WHAT TO PRODUCE:
All lines holding the string "paths" should be copied from the data below.
━━━━━ PROVIDED ENTRIES ━━━━━
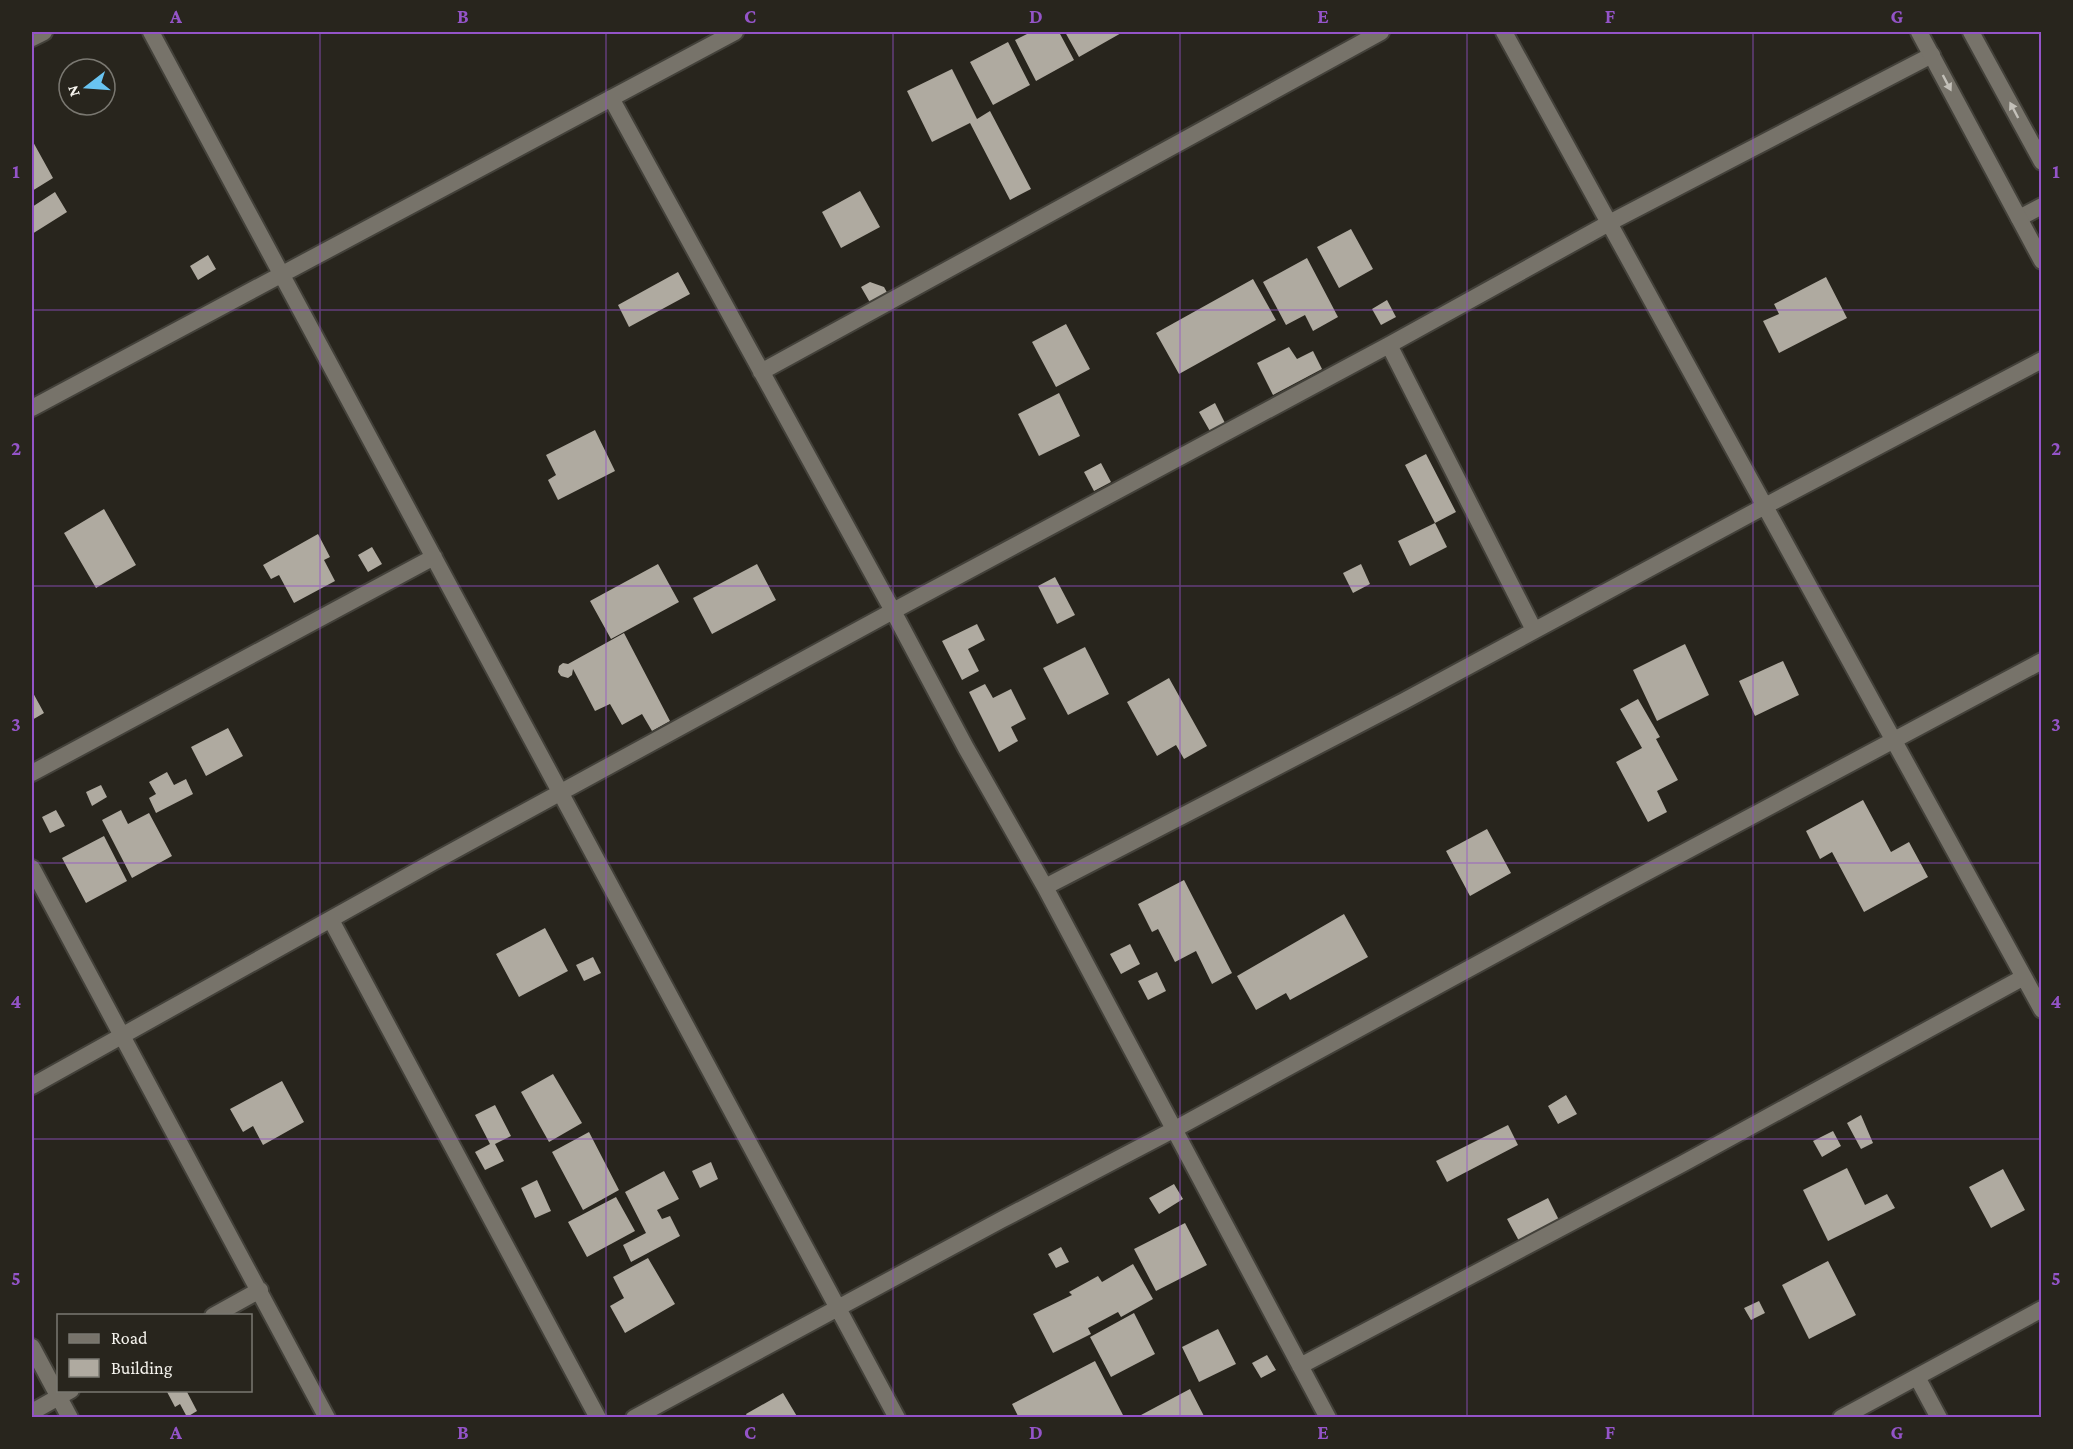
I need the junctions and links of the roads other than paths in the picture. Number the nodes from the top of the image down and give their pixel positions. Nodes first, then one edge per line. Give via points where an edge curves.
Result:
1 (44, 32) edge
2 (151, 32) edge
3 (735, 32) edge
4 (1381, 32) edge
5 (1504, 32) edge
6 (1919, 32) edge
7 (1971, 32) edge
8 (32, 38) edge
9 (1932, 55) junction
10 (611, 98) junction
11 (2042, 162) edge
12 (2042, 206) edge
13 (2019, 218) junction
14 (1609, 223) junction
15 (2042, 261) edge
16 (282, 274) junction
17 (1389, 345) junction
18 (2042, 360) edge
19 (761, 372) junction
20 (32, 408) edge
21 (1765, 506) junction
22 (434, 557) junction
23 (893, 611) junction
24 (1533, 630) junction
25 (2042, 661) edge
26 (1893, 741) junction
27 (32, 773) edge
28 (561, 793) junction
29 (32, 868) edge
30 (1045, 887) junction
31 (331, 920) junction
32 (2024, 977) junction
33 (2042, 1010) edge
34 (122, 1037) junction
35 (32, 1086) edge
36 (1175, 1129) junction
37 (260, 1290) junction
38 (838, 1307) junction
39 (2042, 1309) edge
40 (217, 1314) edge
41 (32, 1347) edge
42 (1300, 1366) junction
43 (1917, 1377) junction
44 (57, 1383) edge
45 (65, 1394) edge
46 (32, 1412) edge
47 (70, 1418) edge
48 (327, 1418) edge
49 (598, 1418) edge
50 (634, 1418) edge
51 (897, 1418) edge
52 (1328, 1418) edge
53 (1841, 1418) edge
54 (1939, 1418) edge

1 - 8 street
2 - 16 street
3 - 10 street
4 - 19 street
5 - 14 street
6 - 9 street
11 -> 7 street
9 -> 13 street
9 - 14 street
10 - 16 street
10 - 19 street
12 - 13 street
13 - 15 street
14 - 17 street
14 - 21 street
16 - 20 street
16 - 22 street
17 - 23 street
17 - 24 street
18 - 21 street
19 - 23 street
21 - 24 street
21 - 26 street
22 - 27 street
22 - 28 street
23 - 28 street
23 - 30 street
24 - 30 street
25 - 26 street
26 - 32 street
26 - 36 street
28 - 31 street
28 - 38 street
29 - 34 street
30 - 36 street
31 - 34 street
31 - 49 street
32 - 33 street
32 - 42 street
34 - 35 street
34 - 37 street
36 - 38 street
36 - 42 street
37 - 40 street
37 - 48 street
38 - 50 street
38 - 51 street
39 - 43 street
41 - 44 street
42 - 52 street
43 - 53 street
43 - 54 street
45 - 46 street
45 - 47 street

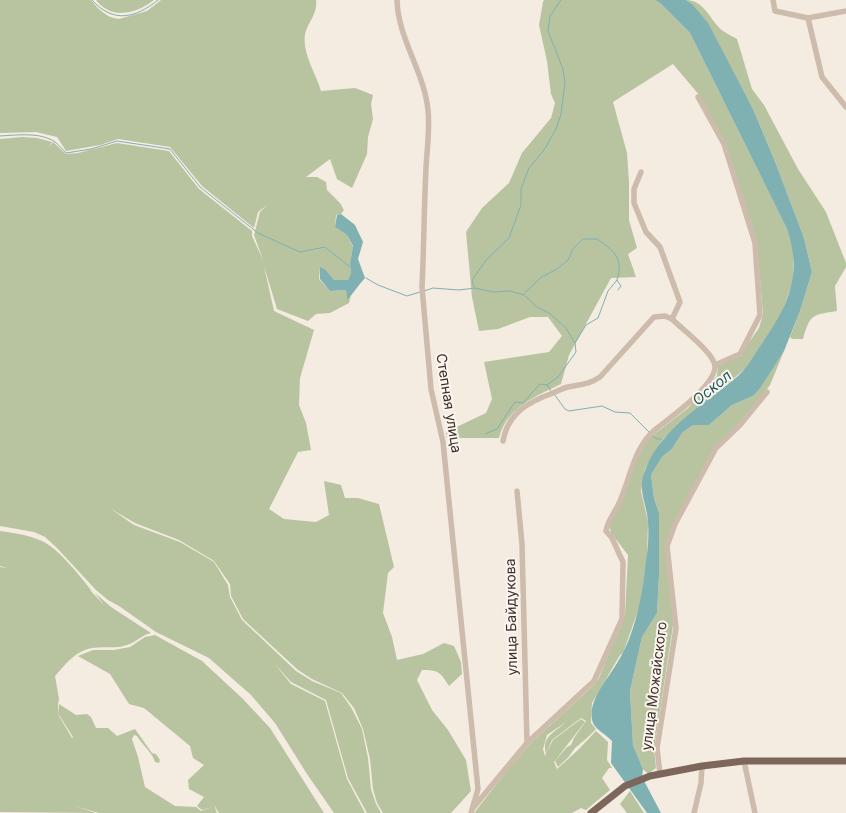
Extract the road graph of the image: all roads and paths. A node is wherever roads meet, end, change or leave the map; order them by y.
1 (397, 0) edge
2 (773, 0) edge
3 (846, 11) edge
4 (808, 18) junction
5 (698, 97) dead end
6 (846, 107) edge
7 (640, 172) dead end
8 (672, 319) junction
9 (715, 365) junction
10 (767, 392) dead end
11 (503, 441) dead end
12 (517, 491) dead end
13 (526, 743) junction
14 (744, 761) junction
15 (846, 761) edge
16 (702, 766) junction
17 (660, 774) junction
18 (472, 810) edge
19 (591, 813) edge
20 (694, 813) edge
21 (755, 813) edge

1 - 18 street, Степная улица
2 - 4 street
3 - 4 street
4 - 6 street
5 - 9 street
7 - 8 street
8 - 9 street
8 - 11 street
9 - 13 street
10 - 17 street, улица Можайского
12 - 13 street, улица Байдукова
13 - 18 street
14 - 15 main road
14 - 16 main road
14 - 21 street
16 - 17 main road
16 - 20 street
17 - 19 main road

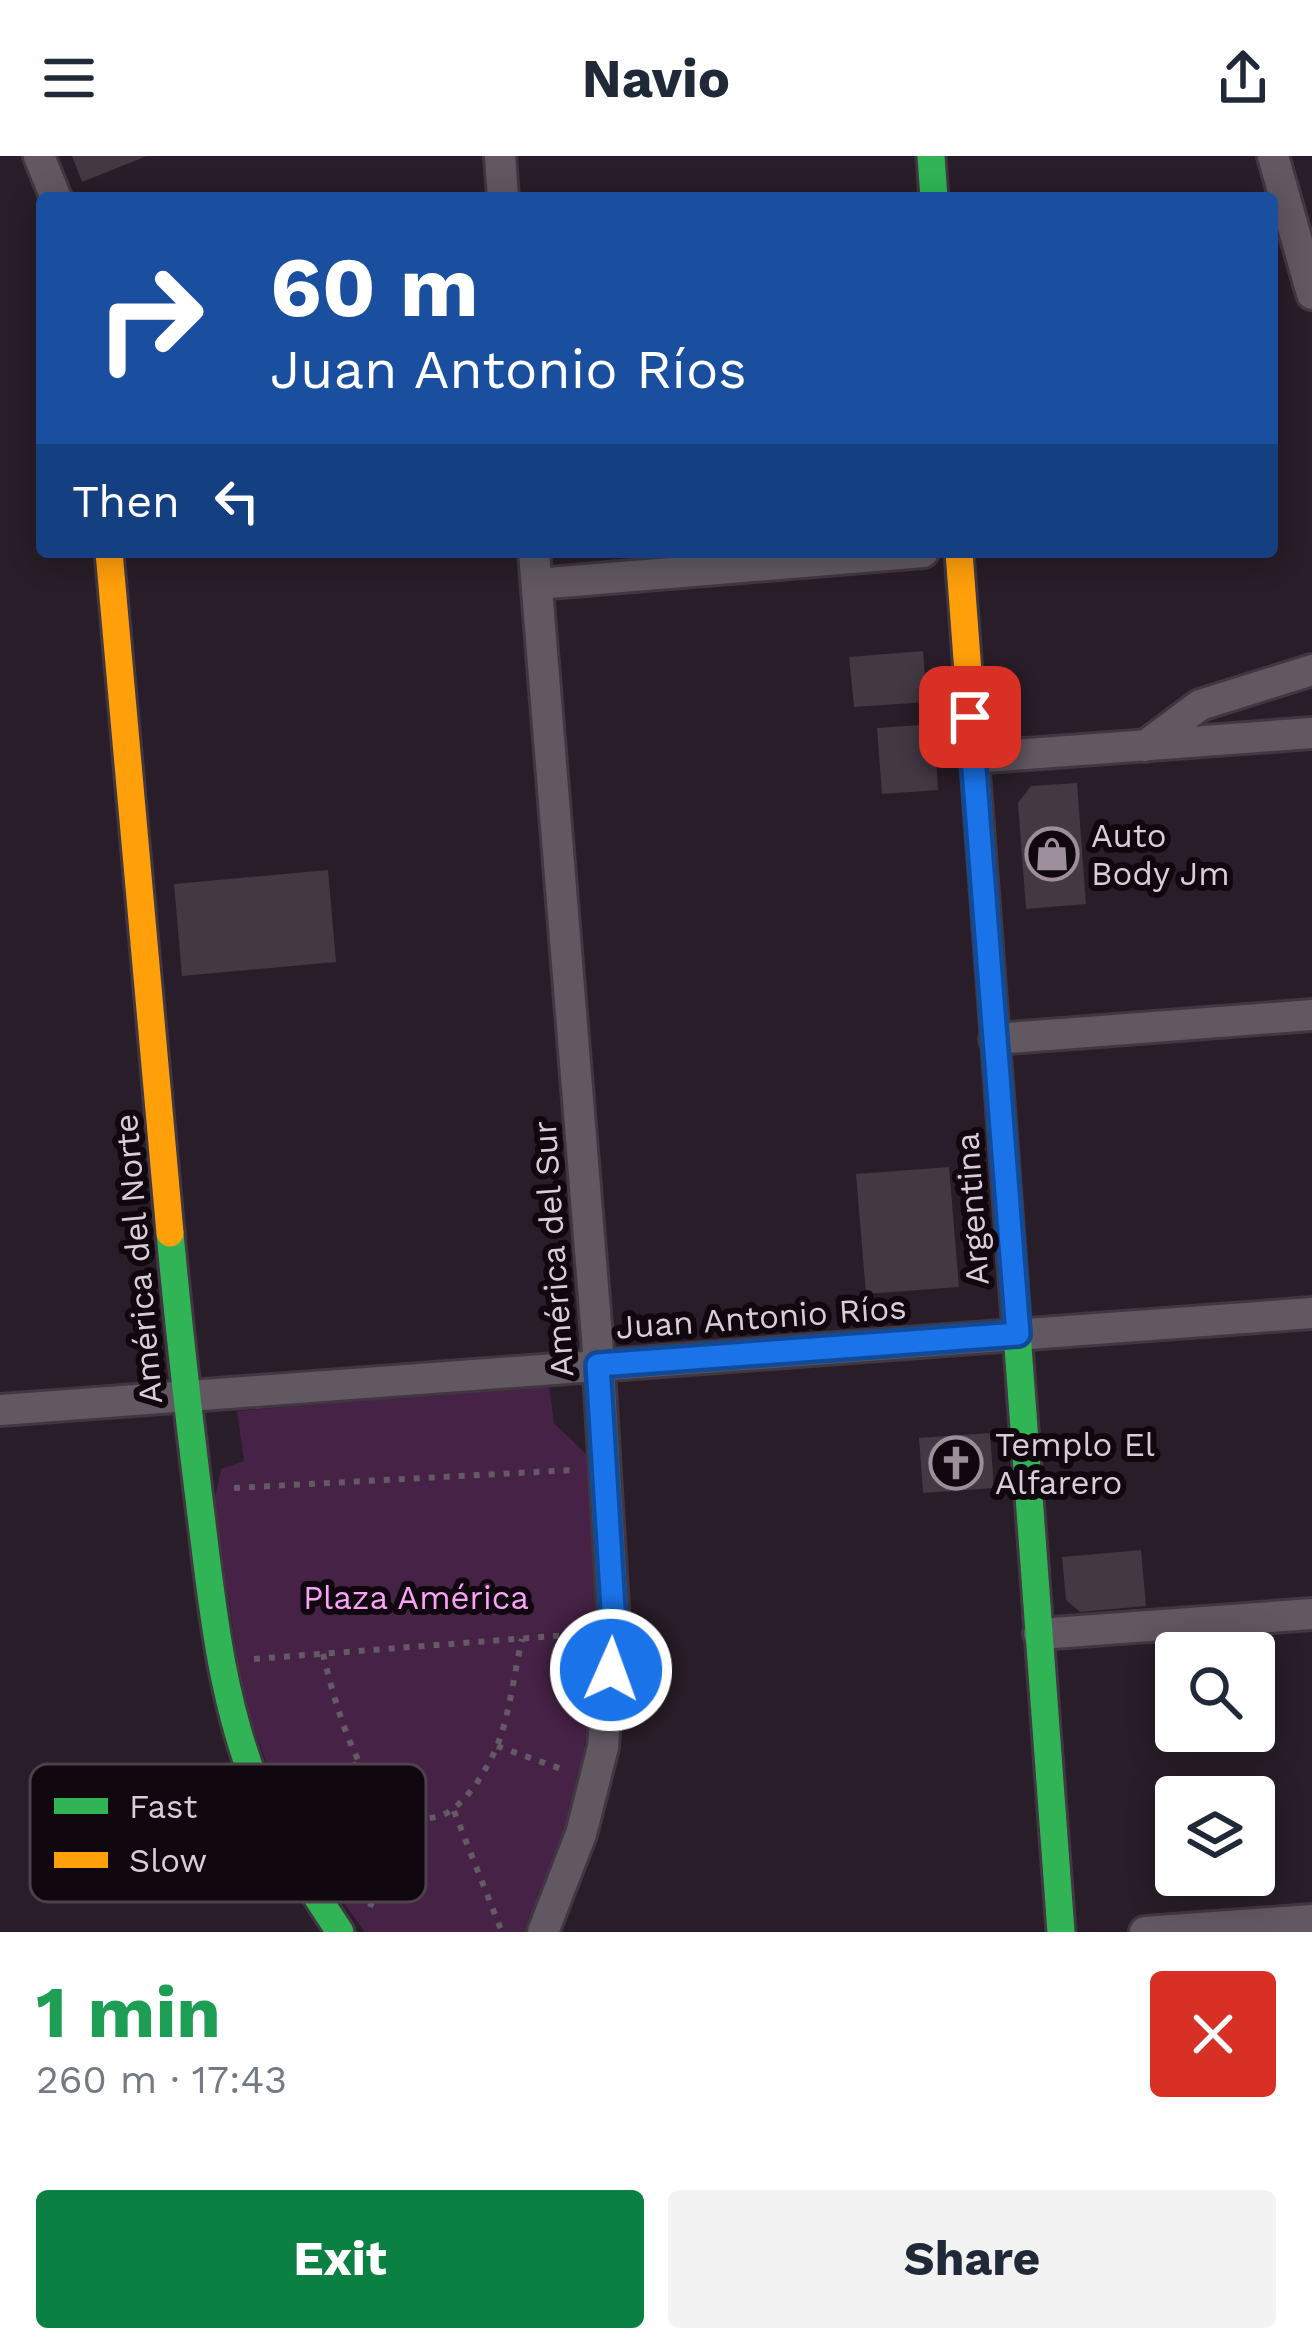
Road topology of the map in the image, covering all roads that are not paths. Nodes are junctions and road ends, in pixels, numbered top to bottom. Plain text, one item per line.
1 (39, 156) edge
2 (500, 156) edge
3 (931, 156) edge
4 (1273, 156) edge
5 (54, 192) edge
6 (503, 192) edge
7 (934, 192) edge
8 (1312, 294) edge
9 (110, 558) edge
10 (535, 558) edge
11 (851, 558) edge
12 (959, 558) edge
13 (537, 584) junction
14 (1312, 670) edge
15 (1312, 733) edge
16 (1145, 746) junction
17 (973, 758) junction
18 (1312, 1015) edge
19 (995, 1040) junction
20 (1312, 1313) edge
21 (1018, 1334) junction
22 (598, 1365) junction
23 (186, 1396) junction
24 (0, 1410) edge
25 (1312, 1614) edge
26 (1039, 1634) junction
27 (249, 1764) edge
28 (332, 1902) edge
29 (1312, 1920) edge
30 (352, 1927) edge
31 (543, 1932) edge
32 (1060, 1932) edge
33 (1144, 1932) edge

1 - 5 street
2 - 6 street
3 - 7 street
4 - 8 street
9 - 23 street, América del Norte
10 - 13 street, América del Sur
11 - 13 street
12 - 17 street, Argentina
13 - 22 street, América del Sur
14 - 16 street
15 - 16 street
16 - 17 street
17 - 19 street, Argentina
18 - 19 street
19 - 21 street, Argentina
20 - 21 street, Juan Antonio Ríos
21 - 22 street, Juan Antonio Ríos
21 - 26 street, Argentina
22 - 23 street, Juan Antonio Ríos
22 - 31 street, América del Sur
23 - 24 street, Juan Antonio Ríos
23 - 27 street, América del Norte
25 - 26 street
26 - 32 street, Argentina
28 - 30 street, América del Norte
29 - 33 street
━━━━━
TASK RESPONSE:
I need the junctions and links of the roads other than paths in the picture. Number the nodes from the top of the image down and give their pixel positions. Nodes first, then one edge per line. Give via points where an edge curves.
Extract the road graph of the image: all roads and paths. A node is wherever roads meet, end, change or leave the map; order them by y.
Road topology of the map in the image, covering all roads that are not paths. Nodes are junctions and road ends, in pixels, numbered top to bottom. Plain text, one item per line.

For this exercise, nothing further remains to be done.